**Problem description**
Copy out lines with the word "Asirvatha" from the material that follows.

==*==

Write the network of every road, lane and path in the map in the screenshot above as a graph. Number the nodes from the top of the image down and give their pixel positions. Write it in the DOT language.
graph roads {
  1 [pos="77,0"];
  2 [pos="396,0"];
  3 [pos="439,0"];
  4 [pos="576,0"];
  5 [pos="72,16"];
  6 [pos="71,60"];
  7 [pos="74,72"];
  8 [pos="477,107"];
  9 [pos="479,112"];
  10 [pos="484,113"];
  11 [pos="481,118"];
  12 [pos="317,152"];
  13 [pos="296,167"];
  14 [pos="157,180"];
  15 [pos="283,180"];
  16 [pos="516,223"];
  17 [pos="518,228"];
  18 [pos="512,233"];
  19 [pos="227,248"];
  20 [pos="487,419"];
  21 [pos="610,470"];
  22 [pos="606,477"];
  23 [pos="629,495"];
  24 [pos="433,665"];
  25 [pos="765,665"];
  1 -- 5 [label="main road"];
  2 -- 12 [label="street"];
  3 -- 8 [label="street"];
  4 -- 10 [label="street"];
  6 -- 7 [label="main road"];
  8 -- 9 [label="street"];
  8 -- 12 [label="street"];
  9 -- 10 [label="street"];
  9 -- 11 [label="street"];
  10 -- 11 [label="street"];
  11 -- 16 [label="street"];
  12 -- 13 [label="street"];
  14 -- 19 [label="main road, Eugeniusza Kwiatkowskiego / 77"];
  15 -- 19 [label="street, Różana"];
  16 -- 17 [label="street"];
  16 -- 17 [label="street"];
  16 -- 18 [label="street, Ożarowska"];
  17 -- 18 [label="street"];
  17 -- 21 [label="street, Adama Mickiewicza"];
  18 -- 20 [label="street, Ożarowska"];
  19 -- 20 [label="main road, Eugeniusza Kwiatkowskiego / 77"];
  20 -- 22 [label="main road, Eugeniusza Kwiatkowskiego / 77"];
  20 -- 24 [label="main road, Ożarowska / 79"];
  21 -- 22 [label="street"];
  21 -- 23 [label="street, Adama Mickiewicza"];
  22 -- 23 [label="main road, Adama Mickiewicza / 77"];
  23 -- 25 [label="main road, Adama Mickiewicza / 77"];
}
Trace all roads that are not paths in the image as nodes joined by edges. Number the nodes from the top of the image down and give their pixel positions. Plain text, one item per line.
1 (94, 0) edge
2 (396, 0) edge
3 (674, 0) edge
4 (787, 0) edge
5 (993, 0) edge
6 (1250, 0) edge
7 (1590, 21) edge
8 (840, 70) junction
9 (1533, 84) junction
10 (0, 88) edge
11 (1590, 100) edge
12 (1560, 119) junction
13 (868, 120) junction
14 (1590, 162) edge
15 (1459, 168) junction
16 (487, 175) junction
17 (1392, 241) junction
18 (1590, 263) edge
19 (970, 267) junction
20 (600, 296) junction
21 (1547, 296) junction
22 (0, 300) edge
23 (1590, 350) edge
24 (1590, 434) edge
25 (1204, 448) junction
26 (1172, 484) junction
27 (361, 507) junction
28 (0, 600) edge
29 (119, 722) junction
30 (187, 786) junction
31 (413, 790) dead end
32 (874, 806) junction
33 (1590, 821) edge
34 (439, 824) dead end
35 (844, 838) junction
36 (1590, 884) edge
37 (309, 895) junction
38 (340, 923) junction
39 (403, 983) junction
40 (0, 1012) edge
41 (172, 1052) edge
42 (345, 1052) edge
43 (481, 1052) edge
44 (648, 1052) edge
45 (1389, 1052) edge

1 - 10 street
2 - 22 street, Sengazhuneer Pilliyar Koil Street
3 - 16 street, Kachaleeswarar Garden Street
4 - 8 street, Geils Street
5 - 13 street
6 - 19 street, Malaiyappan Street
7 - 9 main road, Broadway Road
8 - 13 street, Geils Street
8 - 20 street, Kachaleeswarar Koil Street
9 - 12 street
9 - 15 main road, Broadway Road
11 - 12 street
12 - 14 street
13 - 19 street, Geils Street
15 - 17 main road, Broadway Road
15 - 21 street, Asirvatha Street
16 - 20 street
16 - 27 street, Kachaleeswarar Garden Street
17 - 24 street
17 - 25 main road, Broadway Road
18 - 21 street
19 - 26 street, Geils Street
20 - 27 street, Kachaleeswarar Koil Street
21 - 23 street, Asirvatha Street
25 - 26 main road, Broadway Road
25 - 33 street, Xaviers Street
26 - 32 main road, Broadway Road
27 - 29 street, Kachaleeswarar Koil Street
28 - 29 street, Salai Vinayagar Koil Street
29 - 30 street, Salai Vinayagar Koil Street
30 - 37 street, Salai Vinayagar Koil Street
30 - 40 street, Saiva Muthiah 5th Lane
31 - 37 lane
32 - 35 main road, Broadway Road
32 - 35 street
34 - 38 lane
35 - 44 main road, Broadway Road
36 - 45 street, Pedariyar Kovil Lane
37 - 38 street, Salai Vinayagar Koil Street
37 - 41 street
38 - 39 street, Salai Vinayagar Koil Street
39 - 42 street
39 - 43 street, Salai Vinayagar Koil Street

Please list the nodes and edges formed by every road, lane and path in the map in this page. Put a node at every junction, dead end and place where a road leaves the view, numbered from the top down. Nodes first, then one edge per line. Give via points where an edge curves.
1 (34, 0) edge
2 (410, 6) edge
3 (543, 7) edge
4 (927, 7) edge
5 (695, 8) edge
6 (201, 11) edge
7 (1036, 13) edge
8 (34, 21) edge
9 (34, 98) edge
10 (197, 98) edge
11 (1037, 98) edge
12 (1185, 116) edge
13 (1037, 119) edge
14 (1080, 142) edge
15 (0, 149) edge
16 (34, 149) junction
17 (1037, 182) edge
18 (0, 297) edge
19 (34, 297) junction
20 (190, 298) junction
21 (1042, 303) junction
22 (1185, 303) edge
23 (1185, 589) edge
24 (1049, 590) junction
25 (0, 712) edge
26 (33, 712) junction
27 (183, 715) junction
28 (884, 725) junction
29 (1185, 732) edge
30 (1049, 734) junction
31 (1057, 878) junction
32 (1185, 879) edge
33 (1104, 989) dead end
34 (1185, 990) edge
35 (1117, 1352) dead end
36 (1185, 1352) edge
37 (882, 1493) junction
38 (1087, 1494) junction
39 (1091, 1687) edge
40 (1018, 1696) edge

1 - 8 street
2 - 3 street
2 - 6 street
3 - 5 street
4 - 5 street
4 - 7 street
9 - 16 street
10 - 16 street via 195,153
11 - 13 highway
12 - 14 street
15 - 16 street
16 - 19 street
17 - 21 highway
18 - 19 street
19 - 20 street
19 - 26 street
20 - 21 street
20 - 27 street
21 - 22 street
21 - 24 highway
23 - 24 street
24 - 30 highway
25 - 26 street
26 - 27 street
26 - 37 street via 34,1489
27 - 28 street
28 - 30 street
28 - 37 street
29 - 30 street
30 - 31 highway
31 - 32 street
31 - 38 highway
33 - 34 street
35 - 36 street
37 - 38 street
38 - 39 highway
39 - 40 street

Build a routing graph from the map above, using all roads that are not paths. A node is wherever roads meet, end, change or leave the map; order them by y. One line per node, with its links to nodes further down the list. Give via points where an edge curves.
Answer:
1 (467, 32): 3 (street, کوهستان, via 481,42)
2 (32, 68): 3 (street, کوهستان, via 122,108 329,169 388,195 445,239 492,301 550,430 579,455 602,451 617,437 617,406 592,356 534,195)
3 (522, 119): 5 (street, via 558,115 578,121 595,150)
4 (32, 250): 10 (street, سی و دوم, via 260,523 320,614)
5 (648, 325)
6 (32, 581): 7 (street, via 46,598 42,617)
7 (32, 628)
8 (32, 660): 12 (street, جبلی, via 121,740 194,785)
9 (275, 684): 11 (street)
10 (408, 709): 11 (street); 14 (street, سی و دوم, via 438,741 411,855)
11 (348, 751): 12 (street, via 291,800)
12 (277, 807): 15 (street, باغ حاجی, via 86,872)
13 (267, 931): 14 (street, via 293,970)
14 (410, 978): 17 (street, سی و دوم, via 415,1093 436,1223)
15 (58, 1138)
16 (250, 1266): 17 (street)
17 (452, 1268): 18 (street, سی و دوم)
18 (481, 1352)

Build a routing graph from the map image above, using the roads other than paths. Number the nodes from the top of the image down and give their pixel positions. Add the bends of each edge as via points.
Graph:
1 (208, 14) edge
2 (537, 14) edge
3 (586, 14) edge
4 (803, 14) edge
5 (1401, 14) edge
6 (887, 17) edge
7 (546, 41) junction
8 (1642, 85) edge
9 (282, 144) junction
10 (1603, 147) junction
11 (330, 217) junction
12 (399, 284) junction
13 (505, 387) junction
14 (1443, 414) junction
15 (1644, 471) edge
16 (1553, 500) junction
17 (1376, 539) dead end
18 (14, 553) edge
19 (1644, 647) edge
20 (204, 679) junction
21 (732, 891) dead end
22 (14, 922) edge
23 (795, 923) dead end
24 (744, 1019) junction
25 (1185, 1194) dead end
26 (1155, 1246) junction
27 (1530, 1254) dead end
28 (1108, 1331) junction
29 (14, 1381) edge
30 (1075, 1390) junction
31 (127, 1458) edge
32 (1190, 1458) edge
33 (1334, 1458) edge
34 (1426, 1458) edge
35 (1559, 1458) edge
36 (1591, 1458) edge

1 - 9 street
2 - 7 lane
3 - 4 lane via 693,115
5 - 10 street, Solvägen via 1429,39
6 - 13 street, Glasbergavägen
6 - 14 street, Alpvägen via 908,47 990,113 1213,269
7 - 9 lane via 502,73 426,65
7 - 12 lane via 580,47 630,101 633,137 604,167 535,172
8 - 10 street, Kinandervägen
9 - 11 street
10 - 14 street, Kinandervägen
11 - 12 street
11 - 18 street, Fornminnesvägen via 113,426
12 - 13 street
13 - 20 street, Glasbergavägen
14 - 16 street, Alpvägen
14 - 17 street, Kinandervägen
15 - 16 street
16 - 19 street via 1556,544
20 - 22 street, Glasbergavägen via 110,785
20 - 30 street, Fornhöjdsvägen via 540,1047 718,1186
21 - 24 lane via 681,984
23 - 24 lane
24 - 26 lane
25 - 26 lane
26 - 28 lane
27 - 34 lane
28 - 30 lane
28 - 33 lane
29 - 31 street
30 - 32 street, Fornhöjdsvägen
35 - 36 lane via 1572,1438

==*==

**Response box**
15 - 21 street, Asirvatha Street
21 - 23 street, Asirvatha Street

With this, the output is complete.